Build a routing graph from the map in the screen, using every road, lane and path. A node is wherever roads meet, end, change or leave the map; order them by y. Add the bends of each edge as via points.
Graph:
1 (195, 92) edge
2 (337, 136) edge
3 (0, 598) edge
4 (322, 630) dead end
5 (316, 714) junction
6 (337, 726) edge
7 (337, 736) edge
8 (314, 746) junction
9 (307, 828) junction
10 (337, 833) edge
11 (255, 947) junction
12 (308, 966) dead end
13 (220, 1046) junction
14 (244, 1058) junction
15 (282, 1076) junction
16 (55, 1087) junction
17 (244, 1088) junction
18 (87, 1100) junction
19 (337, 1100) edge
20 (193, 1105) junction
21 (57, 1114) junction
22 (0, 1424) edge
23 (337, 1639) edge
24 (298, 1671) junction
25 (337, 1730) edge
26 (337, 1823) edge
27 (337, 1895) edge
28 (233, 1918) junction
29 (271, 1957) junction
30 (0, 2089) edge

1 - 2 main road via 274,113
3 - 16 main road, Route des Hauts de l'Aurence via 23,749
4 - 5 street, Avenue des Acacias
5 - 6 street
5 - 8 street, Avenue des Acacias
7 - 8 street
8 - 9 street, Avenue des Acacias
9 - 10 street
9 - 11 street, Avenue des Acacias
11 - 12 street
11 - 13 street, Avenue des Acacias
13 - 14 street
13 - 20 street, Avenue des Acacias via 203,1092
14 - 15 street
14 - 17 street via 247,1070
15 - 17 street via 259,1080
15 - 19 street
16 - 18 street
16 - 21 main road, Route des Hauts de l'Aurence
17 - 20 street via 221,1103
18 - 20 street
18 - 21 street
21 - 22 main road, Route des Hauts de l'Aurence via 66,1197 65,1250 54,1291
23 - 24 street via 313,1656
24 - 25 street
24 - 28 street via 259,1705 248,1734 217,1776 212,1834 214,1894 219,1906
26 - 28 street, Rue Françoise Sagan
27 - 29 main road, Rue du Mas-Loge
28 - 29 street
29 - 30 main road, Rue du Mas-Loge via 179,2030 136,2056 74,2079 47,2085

┄┄┄┄┄┄

WORK TASK
From the records above, return each line that has the string "Acacias".

OUTPUT FOR THIS TASK
4 - 5 street, Avenue des Acacias
5 - 8 street, Avenue des Acacias
8 - 9 street, Avenue des Acacias
9 - 11 street, Avenue des Acacias
11 - 13 street, Avenue des Acacias
13 - 20 street, Avenue des Acacias via 203,1092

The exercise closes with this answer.